## [Your task]
Among the records that follow, count the lines with the string "other"; report only that count.

(Collected data)
########################################

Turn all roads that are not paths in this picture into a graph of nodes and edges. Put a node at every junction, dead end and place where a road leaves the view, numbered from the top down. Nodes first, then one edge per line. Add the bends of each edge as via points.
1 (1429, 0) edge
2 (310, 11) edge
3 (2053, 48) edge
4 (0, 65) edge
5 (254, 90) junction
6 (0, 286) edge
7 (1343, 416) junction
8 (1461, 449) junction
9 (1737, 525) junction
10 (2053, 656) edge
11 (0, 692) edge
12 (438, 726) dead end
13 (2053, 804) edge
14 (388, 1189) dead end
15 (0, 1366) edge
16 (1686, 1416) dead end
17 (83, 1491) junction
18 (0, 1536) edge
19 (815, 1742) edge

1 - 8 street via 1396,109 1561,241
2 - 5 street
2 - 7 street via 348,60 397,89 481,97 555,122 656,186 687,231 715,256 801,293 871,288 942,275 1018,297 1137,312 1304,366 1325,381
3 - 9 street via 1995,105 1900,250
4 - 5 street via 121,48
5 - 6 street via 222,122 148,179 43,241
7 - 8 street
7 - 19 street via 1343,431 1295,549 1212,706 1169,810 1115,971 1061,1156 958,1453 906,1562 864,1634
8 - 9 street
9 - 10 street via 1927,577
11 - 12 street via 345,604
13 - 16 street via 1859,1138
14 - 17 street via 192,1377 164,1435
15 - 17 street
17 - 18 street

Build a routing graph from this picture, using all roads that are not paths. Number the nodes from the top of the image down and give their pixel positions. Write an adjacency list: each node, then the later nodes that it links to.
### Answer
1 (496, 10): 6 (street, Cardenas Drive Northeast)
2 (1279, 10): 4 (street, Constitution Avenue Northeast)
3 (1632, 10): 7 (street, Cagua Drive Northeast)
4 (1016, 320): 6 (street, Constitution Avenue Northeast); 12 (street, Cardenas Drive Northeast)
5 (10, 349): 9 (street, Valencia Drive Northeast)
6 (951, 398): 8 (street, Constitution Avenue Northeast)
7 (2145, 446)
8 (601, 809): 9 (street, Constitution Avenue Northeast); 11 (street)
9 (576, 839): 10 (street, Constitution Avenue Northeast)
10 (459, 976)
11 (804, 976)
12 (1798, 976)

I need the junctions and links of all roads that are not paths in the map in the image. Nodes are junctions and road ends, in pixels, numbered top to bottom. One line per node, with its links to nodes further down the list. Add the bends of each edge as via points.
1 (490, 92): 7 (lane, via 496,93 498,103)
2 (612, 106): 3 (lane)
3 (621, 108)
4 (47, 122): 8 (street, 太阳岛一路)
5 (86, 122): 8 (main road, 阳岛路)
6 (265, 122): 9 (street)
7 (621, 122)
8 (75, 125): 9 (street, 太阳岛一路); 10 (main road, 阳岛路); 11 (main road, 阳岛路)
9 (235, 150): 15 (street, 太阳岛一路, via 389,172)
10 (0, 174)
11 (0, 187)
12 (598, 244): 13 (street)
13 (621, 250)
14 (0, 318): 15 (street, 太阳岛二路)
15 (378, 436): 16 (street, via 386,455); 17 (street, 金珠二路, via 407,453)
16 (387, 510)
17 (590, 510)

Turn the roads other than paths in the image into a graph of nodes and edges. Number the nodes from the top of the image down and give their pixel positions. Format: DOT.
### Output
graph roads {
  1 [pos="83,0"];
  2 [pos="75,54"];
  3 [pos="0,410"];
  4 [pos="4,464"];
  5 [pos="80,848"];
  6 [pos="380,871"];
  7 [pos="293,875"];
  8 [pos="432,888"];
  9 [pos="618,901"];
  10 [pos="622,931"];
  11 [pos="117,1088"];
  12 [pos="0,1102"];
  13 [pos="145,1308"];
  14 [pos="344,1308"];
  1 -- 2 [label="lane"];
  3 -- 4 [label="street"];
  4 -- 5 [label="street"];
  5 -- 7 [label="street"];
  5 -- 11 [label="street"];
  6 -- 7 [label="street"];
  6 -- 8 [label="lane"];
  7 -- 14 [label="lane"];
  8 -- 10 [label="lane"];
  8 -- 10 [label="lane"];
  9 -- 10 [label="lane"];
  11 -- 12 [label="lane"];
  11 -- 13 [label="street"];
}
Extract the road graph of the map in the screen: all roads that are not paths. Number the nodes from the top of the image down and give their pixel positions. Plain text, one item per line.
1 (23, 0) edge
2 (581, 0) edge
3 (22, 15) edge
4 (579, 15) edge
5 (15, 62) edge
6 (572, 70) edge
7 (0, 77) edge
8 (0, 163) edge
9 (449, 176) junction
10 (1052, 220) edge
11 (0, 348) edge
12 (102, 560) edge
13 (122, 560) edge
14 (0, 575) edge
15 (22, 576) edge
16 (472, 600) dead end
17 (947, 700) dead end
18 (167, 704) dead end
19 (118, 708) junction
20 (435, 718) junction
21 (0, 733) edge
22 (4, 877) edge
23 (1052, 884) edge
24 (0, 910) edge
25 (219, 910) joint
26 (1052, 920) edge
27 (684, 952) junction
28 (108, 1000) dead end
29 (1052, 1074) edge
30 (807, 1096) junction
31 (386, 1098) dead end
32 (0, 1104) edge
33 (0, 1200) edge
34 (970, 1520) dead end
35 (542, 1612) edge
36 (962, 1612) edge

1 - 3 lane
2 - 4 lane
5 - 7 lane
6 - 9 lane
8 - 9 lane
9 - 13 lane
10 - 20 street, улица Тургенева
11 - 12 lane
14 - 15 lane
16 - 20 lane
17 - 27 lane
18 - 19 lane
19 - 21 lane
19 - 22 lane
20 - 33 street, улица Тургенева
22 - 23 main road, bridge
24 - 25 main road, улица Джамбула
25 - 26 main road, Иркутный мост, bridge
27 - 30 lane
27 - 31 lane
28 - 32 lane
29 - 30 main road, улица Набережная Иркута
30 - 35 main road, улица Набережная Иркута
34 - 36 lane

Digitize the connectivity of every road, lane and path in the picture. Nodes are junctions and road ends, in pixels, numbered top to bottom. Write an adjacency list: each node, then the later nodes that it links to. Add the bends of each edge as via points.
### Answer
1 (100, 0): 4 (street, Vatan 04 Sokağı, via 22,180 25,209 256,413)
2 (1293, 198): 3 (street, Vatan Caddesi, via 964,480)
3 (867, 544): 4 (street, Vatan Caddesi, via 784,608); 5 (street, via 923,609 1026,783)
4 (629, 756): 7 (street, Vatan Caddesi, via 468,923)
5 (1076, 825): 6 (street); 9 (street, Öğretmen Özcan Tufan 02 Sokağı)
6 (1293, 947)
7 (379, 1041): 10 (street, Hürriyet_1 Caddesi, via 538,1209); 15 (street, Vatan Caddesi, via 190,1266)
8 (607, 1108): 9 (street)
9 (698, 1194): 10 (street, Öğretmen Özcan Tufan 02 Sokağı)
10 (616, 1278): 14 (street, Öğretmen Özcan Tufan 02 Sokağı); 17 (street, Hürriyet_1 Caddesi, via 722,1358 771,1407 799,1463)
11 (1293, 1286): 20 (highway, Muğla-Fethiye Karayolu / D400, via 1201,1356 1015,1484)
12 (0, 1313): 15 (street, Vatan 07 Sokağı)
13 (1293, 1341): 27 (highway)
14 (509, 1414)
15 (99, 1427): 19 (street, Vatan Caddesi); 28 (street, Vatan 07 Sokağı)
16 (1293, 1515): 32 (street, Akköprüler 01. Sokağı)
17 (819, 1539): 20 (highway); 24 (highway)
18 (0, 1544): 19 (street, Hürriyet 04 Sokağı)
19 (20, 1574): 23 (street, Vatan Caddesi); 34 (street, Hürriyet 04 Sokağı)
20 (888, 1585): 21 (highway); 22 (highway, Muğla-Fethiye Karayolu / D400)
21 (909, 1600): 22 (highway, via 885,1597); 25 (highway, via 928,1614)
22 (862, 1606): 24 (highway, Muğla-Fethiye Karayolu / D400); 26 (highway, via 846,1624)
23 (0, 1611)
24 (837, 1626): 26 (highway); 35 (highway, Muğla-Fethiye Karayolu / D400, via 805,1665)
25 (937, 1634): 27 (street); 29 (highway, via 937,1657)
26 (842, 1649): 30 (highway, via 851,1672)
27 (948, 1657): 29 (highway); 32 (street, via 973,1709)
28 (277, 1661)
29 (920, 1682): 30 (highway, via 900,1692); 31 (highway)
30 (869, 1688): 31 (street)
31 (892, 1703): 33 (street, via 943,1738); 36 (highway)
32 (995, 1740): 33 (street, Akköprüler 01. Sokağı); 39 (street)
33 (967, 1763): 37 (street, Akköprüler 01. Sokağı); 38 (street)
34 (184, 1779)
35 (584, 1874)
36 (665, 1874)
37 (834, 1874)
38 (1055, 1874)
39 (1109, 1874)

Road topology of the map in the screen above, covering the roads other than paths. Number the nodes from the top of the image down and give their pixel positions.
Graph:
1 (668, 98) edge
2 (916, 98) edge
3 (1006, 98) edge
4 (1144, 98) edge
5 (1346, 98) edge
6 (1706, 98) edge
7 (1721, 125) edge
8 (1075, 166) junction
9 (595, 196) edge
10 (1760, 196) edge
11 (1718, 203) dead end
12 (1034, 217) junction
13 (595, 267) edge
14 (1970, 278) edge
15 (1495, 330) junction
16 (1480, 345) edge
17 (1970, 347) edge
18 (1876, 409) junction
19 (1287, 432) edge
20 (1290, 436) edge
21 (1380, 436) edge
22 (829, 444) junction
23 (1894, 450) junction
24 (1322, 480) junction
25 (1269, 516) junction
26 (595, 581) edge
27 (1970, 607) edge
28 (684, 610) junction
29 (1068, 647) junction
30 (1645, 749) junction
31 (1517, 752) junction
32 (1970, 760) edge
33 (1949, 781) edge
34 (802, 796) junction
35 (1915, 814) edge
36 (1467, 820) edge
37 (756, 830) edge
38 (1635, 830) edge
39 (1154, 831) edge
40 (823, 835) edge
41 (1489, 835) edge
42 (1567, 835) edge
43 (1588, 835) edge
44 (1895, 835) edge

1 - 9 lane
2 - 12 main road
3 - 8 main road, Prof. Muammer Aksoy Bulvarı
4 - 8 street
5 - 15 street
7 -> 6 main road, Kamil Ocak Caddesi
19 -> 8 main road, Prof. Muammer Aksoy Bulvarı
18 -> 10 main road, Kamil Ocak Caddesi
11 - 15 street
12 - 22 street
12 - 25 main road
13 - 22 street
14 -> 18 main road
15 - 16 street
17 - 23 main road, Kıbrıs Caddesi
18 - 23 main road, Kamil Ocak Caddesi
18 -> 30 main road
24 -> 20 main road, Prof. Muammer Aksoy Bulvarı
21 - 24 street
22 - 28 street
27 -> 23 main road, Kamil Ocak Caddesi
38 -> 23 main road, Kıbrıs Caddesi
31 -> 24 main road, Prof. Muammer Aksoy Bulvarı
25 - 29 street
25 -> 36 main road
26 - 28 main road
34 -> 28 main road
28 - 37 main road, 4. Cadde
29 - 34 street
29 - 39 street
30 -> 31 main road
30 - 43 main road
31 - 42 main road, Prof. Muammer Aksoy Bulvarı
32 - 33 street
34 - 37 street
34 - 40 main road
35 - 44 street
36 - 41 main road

########################################

## [Response area]
2